Research and Publication
My first book, The Wine Song in Classical Arabic Poetry: Abu Nuwas and the literary tradition (Oxford: Clarendon Press, 1997) traces the development of the genre of wine poetry from pre-Islamic Arabia to its heyday in early 9th century Abbasid Iraq. Abu Nuwas is one of the five greatest poets of the Arabic tradition, and his wine poetry is far from obscure; it is a staple of any university course on pre-modern Arabic literature. It is indeed startling that a culture in which wine was religiously proscribed should have spawned the most developed "Bacchic" verse in world literature. To read and understand the wine poems is essential for a proper understanding of the cultural pluralism of early Islamic civilization. It also exposes the complexity of the poetic tradition, since the wine theme developed in tandem with the whole poetic corpus and there is a complex intertextuality subtending it, relating it in a varied dynamic with ascetic/pious poetry, erotic poetry, invective poetry and the more formal panegyric poetry of the court. And there is of course a more universal humanistic aspect to this poetry which renders it fascinating to any student of literature. The Wine Song attempts to uncover and explore the complexity of some of Abu Nuwas greatest poems.
I am currently completing a book-length manuscript, entitled Islamic Recognitions: Anagnorisis in Arabic Narrative Literatur. This is a typological study of narrative epistemology concentrating on the medieval period, and focusing on the important way that anagnorisis/recognition provides narratives with both structure and theme; emerging as the latter (theme) recognition furnishes an important semiotic and hermeneutic tool for interpreting narratives across distinct genres. After a theoretical Introduction this study contains seven chapters: 1) Anagnorisis in the Qur'an and the Life of Muhammad; 2) Joseph as Figure of Disclosure and Avatar of Romance; 3) Synecdoche and Metonymy in early Isma`ili Memoirs; 4) The Arabian Nights -- Part 1: the Fall of the Barmakids and the Cycle of the Two Viziers (recognition and the disclosure of truth in historiography and fiction); 5) The Arabian Nights -- Part 2: Recognition and the Reader; 6) Unmasking Deceit: the picaresque Maqama; 7) "L'Image Juste: Juste un Image": on modern Arabic drama and the novel.
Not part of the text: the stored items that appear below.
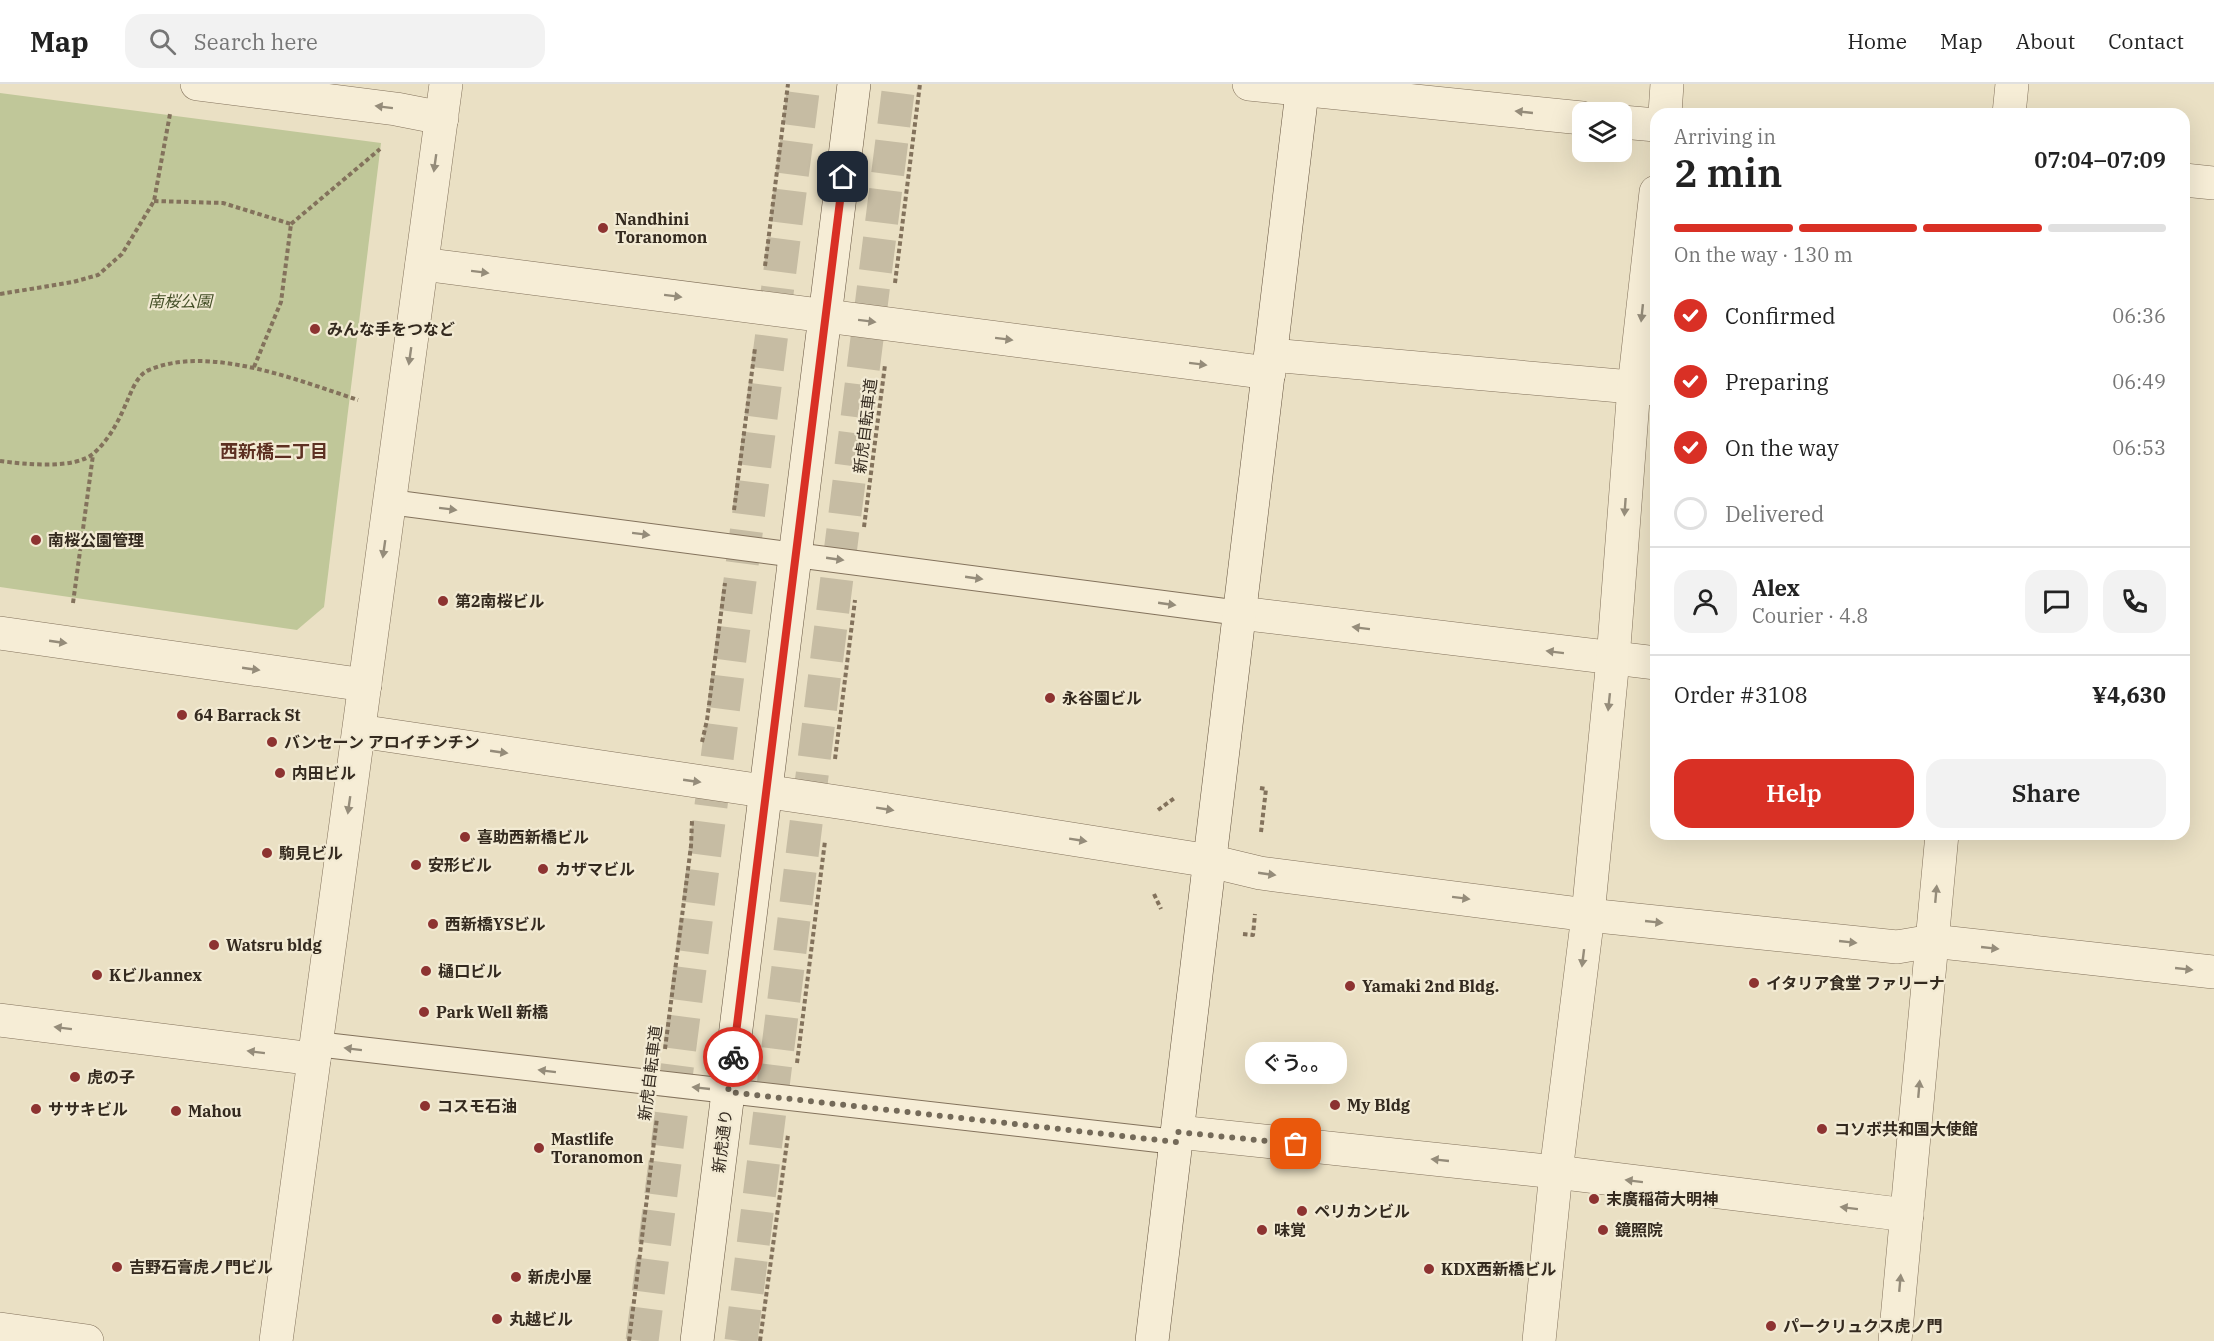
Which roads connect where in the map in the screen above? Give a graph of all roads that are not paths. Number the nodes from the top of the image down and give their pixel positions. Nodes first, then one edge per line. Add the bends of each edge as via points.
1 (197, 84) edge
2 (446, 84) edge
3 (854, 84) edge
4 (1249, 84) edge
5 (1667, 84) edge
6 (2012, 84) edge
7 (1303, 87) edge
8 (1665, 108) edge
9 (2010, 108) edge
10 (1572, 117) edge
11 (442, 118) junction
12 (1632, 123) edge
13 (1650, 124) edge
14 (2190, 181) edge
15 (2214, 183) edge
16 (422, 264) junction
17 (1650, 299) edge
18 (825, 316) junction
19 (1270, 364) junction
20 (1645, 388) edge
21 (390, 502) junction
22 (795, 554) junction
23 (1240, 613) junction
24 (0, 633) edge
25 (1613, 659) junction
26 (1650, 662) edge
27 (365, 685) junction
28 (358, 731) junction
29 (766, 791) junction
30 (1941, 840) edge
31 (1210, 861) junction
32 (1588, 915) junction
33 (1932, 941) junction
34 (2214, 972) edge
35 (0, 1020) edge
36 (315, 1051) junction
37 (728, 1092) junction
38 (1177, 1137) junction
39 (1556, 1172) junction
40 (1907, 1215) junction
41 (0, 1329) edge
42 (87, 1341) edge
43 (276, 1341) edge
44 (697, 1341) edge
45 (1152, 1341) edge
46 (1539, 1341) edge
47 (1895, 1341) edge

11 -> 1 street
2 - 11 street
3 - 18 street, 新虎通り
4 - 7 street
5 - 8 street
6 - 9 street
10 -> 7 street
7 - 19 street
11 -> 16 street
12 - 13 street
14 - 15 street
16 -> 18 street
16 -> 21 street
17 -> 20 street
18 -> 19 street
18 - 22 street, 新虎通り
19 - 20 street
19 - 23 street
20 -> 25 street
21 -> 22 lane
21 -> 27 street
22 -> 23 lane
22 - 29 street, 新虎通り
25 -> 23 street
23 - 31 street
24 -> 27 street
25 - 26 street
25 -> 32 street
27 - 28 street
28 -> 29 street
28 -> 36 street
29 -> 31 street
29 - 37 street, 新虎通り
33 -> 30 street
31 -> 32 street via 1260,873
31 - 38 street
32 -> 33 street via 1897,947
32 -> 39 street
33 -> 34 street
40 -> 33 street
36 -> 35 street
37 -> 36 lane
36 - 43 street
37 - 38 lane
37 - 44 street, 新虎通り
39 -> 38 street
38 - 45 street
40 -> 39 street
39 - 46 street
47 -> 40 street
41 - 42 street

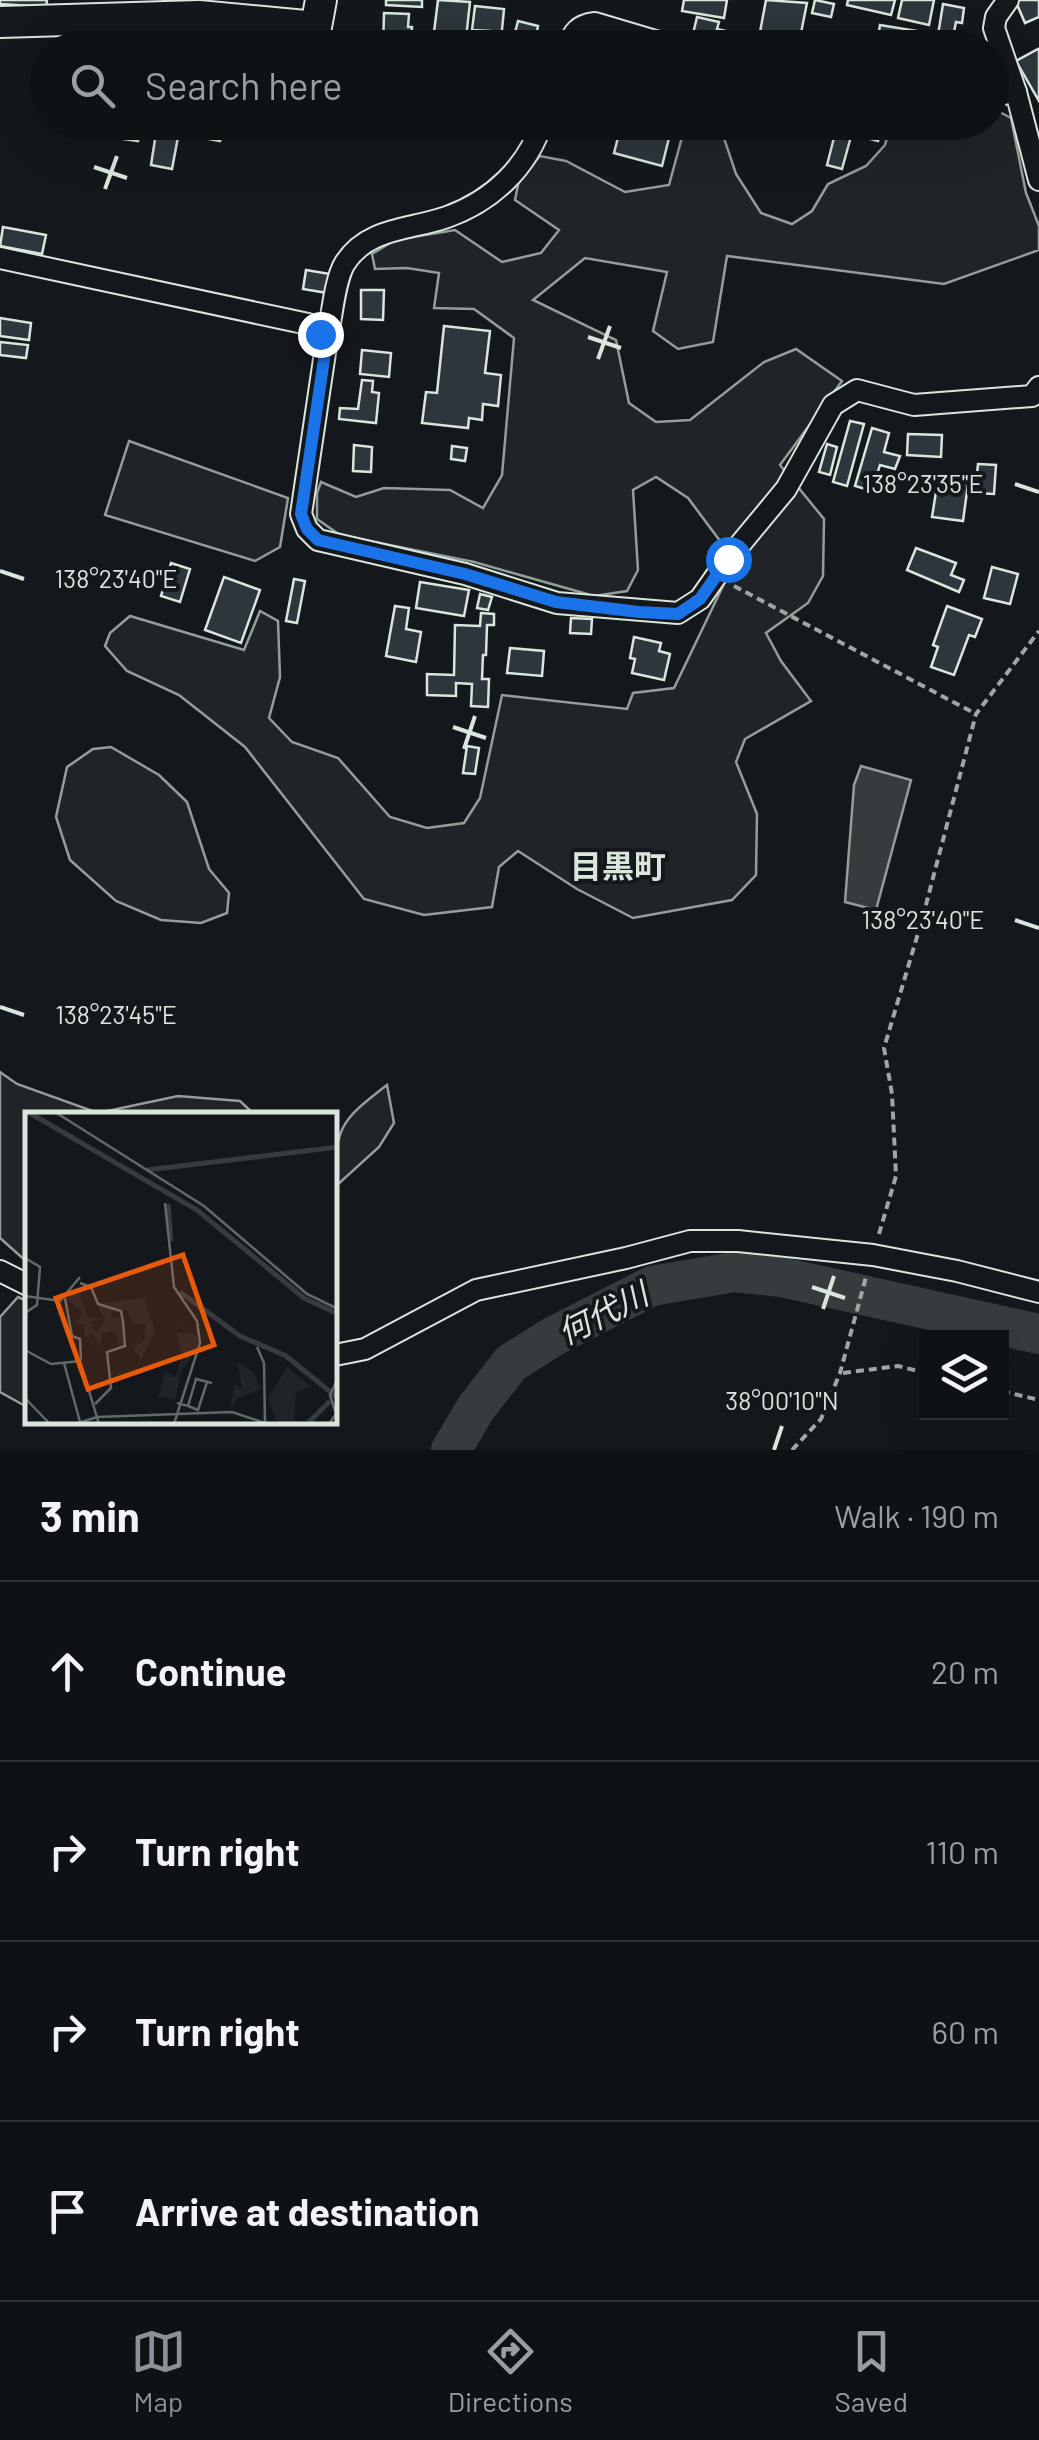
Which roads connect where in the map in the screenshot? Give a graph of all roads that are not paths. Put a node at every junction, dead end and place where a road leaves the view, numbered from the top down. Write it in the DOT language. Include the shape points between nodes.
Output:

Anagnorisis has been an essential figure in Western poetics. Arabic literature itself does not have an indigenous narrative poetics, therefore the perspective of this study provides a novel point of comparison between Arabic and Western literature. The study is driven by a theoretical paradigm, but provides close in depth readings of a variety of texts, including the modern Arabic novel. The book will be published by Routledge/Curzon Press in the series Studies in Arabic and Middle Eastern Literatures.